Hi Dan,
On Mon, Jul 12, 2021 at 2:20 PM Dan Thomson <dthomson@xxxxxxxxx> wrote:
Hi gluster users,
I'm having an issue that I'm hoping to get some help with on a
dispersed volume (EC: 2x(4+2)) that's causing me some headaches. This is
on a cluster running Gluster 6.9 on CentOS 7.
At some point in the last week, writes to one of my bricks have started
failing due to an "No Space Left on Device" error:
[2021-07-06 16:08:57.261307] E [MSGID: 115067] [server-rpc-fops_v2.c:1373:server4_writev_cbk] 0-gluster-01-server: 1853436561: WRITEV -2 (f2d6f2f8-4fd7-4692-bd60-23124897be54), client: CTX_ID:648a7383-46c8-4ed7-a921-acafc90bec1a-GRAPH_ID:4-PID:19471-HOST:rhevh08.mgmt.triumf.ca-PC_NAME:gluster-01-client-5-RECON_NO:-5, error-xlator: gluster-01-posix [No space left on device]
The disk is quite full (listed as 100% on the server), but does have
some writable room left:
/dev/mapper/vg--brick1-brick1 11T 11T 97G 100% /data/glusterfs/gluster-01/brick1
however, I'm not sure if the amount of disk space used on the physical
drive is the true cause of the "No Space Left on Device" errors anyway.
I can still manually write to this brick outside of Gluster, so it seems
like the operating system isn't preventing the writes from happening.
As Strahil has said, you are probably hitting the minimum space reserved by Gluster. You can try those options. However I don't recommend keeping bricks above 90% utilization. All filesystems, including XFS, tend to degrade performance when available space is limited. If the brick's filesystem works worse, Gluster performance will also drop.
During my investigation, I noticed that one .glusterfs paths on the problem
server is using up much more space than it is on the other servers. I can't
quite figure out why that might be, or how that happened. I'm wondering
if there's any advice on what the cause might've been.
I had done some package updates on this server with the issue and not on the
other servers. This included the kernel version, but didn't include the Gluster
packages. So possibly this, or the reboot to load the new kernel may
have caused a problem. I have scripts on my gluster machines to nicely kill
all of the brick processes before rebooting, so I'm not leaning towards
an abrupt shutdown being the cause, but it's a possibility.
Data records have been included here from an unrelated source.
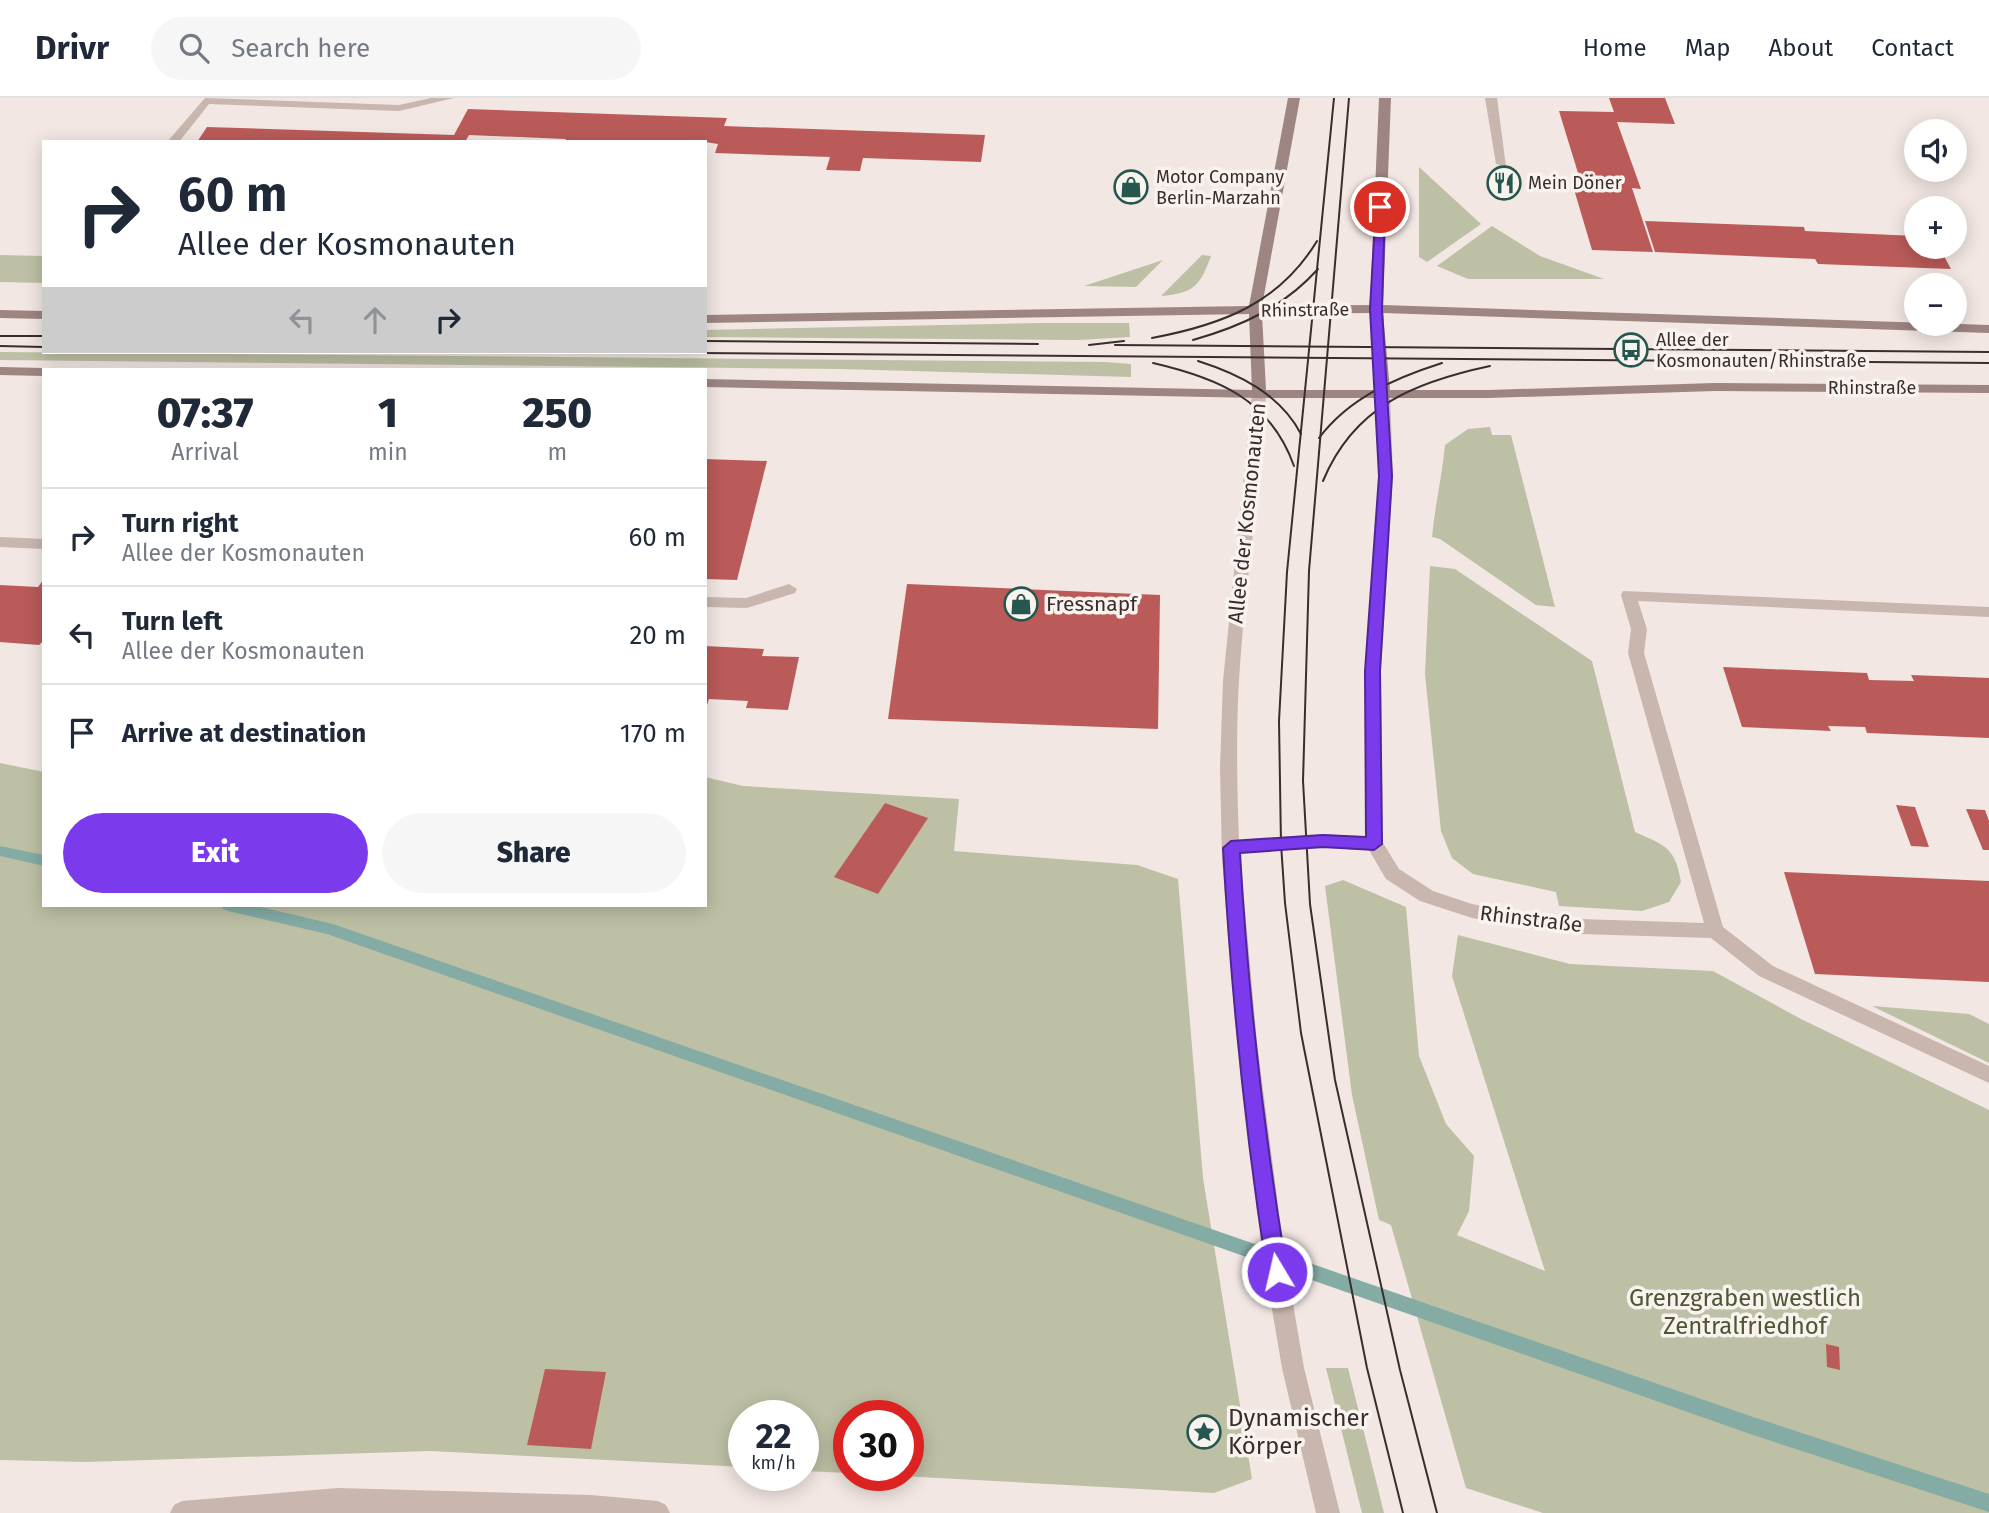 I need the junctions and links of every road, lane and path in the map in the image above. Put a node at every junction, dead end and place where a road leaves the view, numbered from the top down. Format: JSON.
{"nodes":[{"id":1,"x":448,"y":98,"type":"edge"},
{"id":2,"x":1294,"y":98,"type":"edge"},
{"id":3,"x":1385,"y":98,"type":"edge"},
{"id":4,"x":1491,"y":98,"type":"edge"},
{"id":5,"x":175,"y":140,"type":"edge"},
{"id":6,"x":1502,"y":164,"type":"dead end"},
{"id":7,"x":1376,"y":309,"type":"junction"},
{"id":8,"x":1255,"y":311,"type":"junction"},
{"id":9,"x":42,"y":313,"type":"edge"},
{"id":10,"x":0,"y":314,"type":"edge"},
{"id":11,"x":707,"y":319,"type":"edge"},
{"id":12,"x":1989,"y":329,"type":"edge"},
{"id":13,"x":0,"y":372,"type":"edge"},
{"id":14,"x":42,"y":372,"type":"edge"},
{"id":15,"x":707,"y":383,"type":"edge"},
{"id":16,"x":1989,"y":389,"type":"edge"},
{"id":17,"x":1259,"y":394,"type":"junction"},
{"id":18,"x":1383,"y":394,"type":"junction"},
{"id":19,"x":0,"y":542,"type":"edge"},
{"id":20,"x":42,"y":544,"type":"edge"},
{"id":21,"x":789,"y":589,"type":"dead end"},
{"id":22,"x":707,"y":602,"type":"edge"},
{"id":23,"x":1989,"y":612,"type":"edge"},
{"id":24,"x":1374,"y":844,"type":"junction"},
{"id":25,"x":1231,"y":848,"type":"junction"},
{"id":26,"x":1715,"y":931,"type":"junction"},
{"id":27,"x":1989,"y":1075,"type":"edge"},
{"id":28,"x":182,"y":1513,"type":"edge"},
{"id":29,"x":658,"y":1513,"type":"edge"},
{"id":30,"x":1328,"y":1513,"type":"edge"}],
"edges":[{"from":1,"to":5,"type":"street"},
{"from":2,"to":8,"type":"main road","name":"Allee der Kosmonauten"},
{"from":3,"to":7,"type":"main road"},
{"from":4,"to":6,"type":"street"},
{"from":7,"to":8,"type":"main road","name":"Rhinstraße"},
{"from":7,"to":12,"type":"main road","name":"Rhinstraße"},
{"from":7,"to":18,"type":"main road"},
{"from":8,"to":11,"type":"main road","name":"Rhinstraße"},
{"from":8,"to":17,"type":"main road","name":"Allee der Kosmonauten"},
{"from":9,"to":10,"type":"main road"},
{"from":13,"to":14,"type":"main road"},
{"from":15,"to":17,"type":"main road","name":"Rhinstraße"},
{"from":16,"to":18,"type":"main road","name":"Rhinstraße"},
{"from":17,"to":18,"type":"main road","name":"Rhinstraße"},
{"from":17,"to":25,"type":"street","name":"Allee der Kosmonauten"},
{"from":18,"to":24,"type":"street"},
{"from":19,"to":20,"type":"street"},
{"from":21,"to":22,"type":"street"},
{"from":23,"to":26,"type":"street"},
{"from":24,"to":25,"type":"street"},
{"from":24,"to":26,"type":"street","name":"Rhinstraße"},
{"from":25,"to":30,"type":"street","name":"Allee der Kosmonauten"},
{"from":26,"to":27,"type":"street"},
{"from":28,"to":29,"type":"street"}]}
I'm also looking for advice on how to safely remove the problem file and
rebuild it from the other Gluster peers. I've seen some documentation on
this, but I'm a little nervous about corrupting the volume if I
misunderstand the process. I'm not free to take the volume or cluster down and
do maintenance at this point, but that might be something I'll have to consider
if it's my only option.
For reference, here's the comparison of the same path that seems to be
taking up extra space on one of the hosts:
1: 26G /data/gluster-01/brick1/vol/.glusterfs/99/56
2: 26G /data/gluster-01/brick1/vol/.glusterfs/99/56
3: 26G /data/gluster-01/brick1/vol/.glusterfs/99/56
4: 26G /data/gluster-01/brick1/vol/.glusterfs/99/56
5: 26G /data/gluster-01/brick1/vol/.glusterfs/99/56
6: 3.0T /data/gluster-01/brick1/vol/.glusterfs/99/56
This is not normal at all. In a dispersed volume all bricks should use roughly the same used space.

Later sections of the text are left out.